El poeta pasea entre las enormes piedras basálticas de Isla Negra y divisa unos maderos náufragos flotando sobre las embravecidas olas. “¡Ahí viene mi escritorio!”, piensa. Sobre aquel resto marino escribirá con su caligrafía estilizada y con la eterna tinta verde (¿por qué, acaso un recuerdo inconsciente del bosque nativo de Parral?) esos versos infaltables de cada día. Neruda trabaja pausada y disciplinadamente, va construyendo su obra día a día como un albañil en esa pequeña habitación torre con vistas al océano. La paradoja de esta obsesión por el azul y las olas es que él ha venido de los bosques araucanos, como la mayoría de los poetas chilenos. Ser del Sur, territorio salvaje de los indios mapuches usurpado por los colonos europeos, marca carácter, genera un tipo humano hecho de frío y fuego, de vino tibio en los inviernos, de lumbre y pan amasado. Un mundo verde, agreste, fabuloso y plagado de superstición o magia, semejante al galaico, muy distinto al Chile de las orillas del Pacífico, al que terminaría anclado en su viaje final.

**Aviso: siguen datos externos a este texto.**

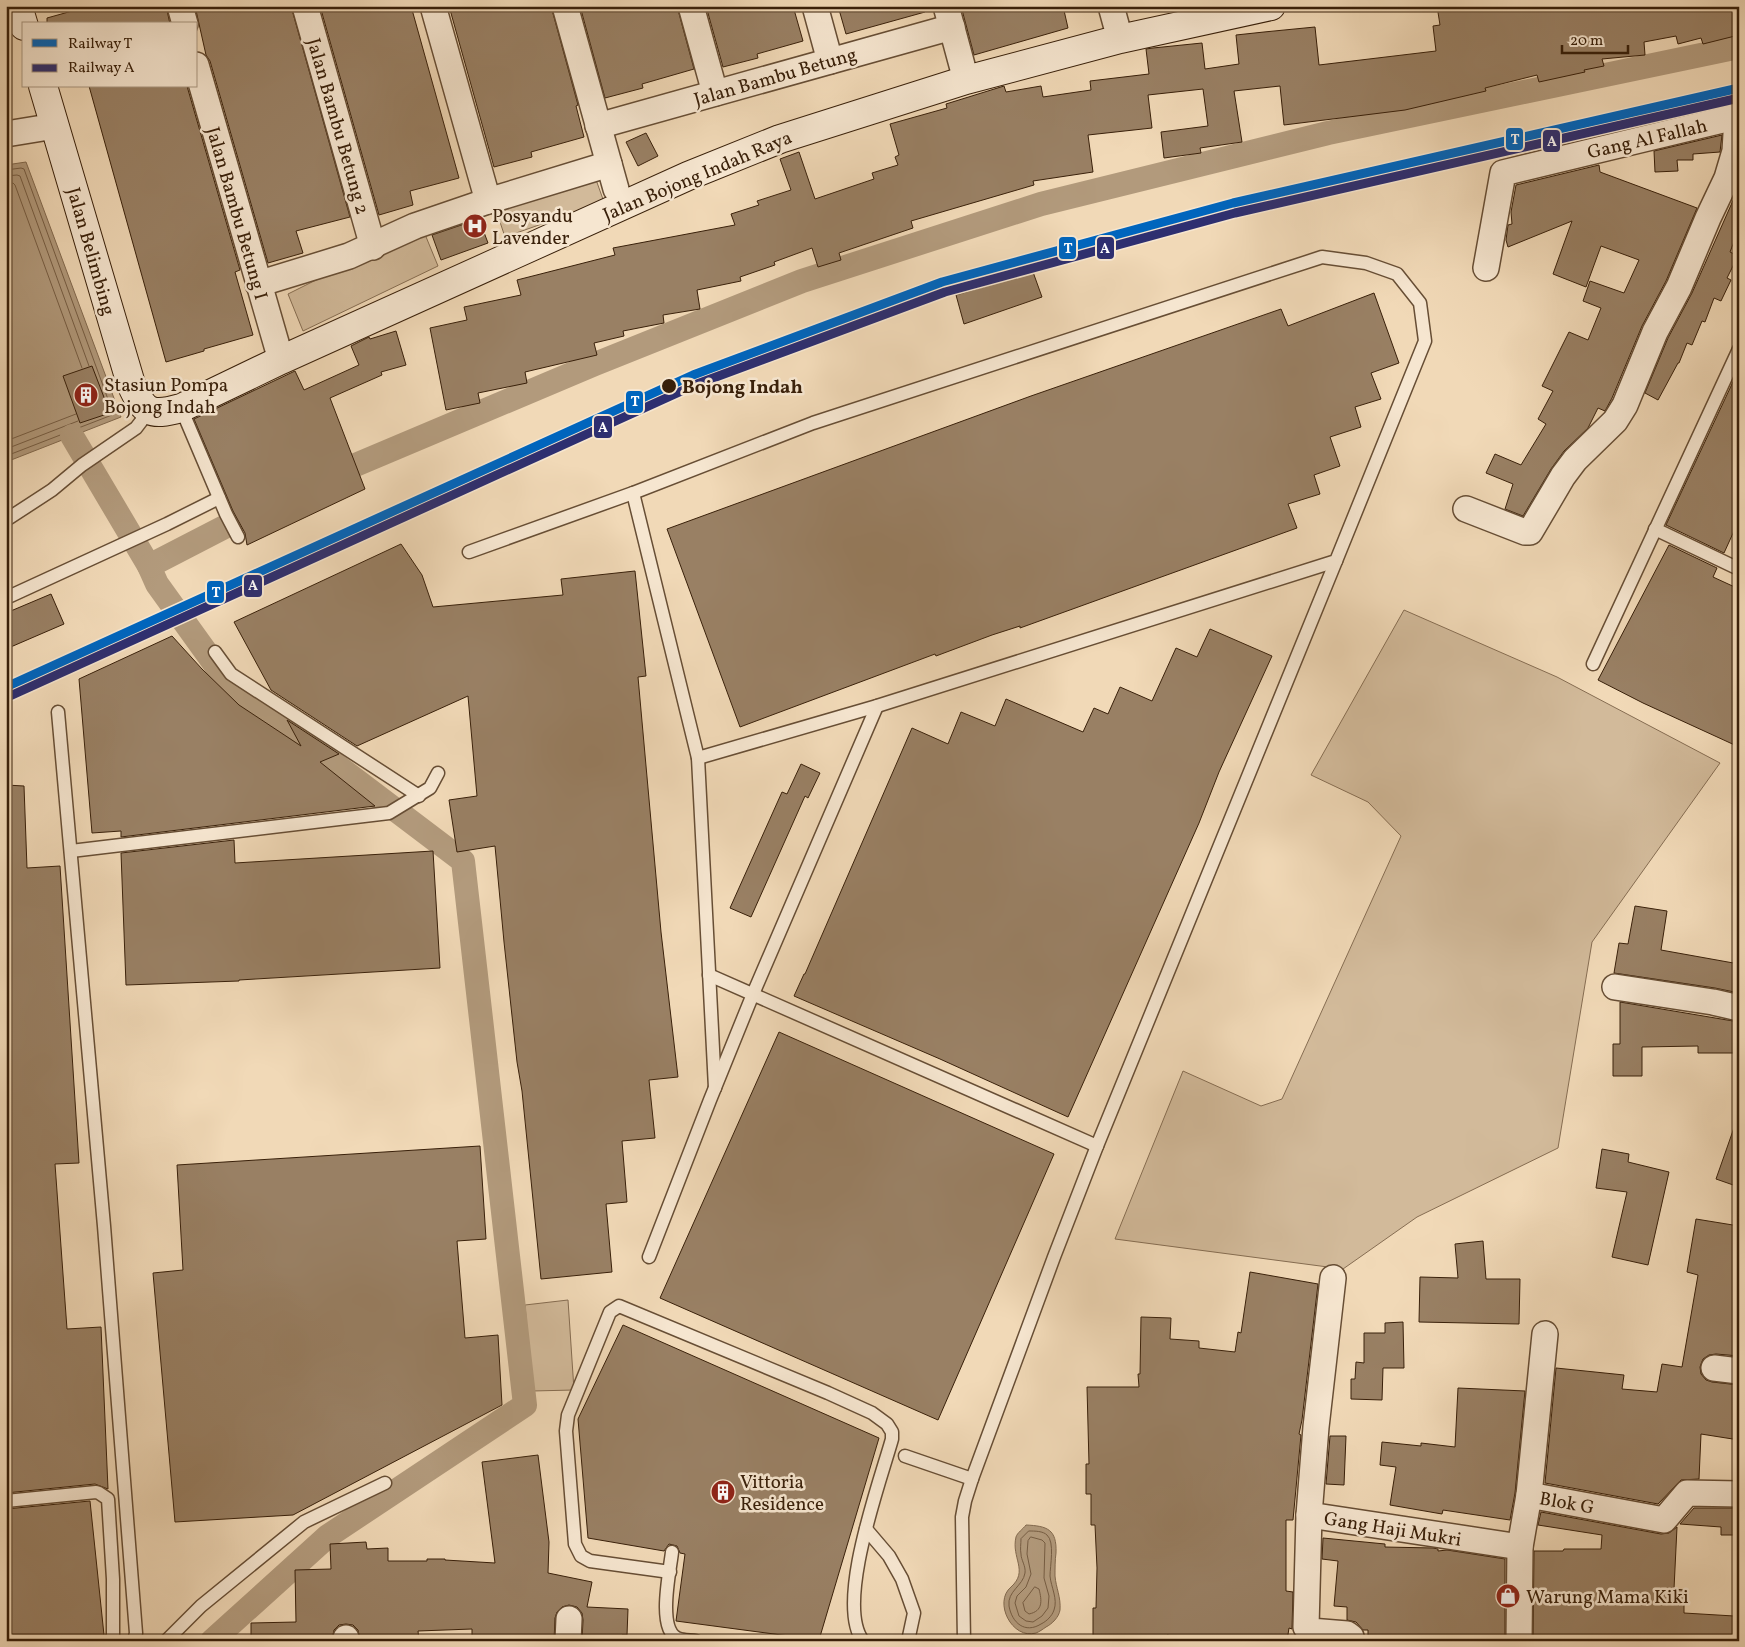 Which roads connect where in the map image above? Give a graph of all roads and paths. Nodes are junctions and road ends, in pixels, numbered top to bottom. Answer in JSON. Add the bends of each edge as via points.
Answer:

“La puerta en el crepúsculo/en verano/Las últimas carretas de los indios/una luz indecisa//y el humo/de la selva quemada/que llega hasta las calles”. Eso era La Frontera, poco propicia para la lírica . “La dura lluvia de Temuco”, templó sus días y su sangre, su soledad de artista adolescente al que su padre quería ver convertido en maestro, pues nunca habría entendido para qué servía un poeta, ni siquiera un Premio Nobel. Tampoco los chicos de su escuela respetaban su condición de aedo. “Toda mi pobre vida en una jaula triste, ¡ mi juventud perdida!”, se lamentaba. Encerrado en una habitación de estudiante en el gris y lóbrego Santiago, capital del país, se dedica a “escribir los versos más tristes”. Enamorado del amor, envía cientos de cartas amorosas a una muchacha de boina y ojos de niebla y no parará de amar hasta que poco antes de morir viva un último romance clandestino. Pero el gran amor de Neruda fue siempre el mar, desde que lo vio de niño bajando por el Río Imperial en un barquito de vapor hasta Puerto Saavedra. Años más tarde, huyendo de las angustias capitalinas, en coches de ferrocarril de tercera clase, con dieciocho años, viaja hasta el puerto de Valparaíso. A partir de allí, su nombre y este puerto legendario, comparable a Estambul o Marsella, quedarían unidos “como las cadenas de remotas anclas”, como dice su gran amiga y musa, Sara Vial, a quien encargaría con el tiempo que le encontrara una casa, actual museo nerudiano, en lo alto de sus cerros coloridos.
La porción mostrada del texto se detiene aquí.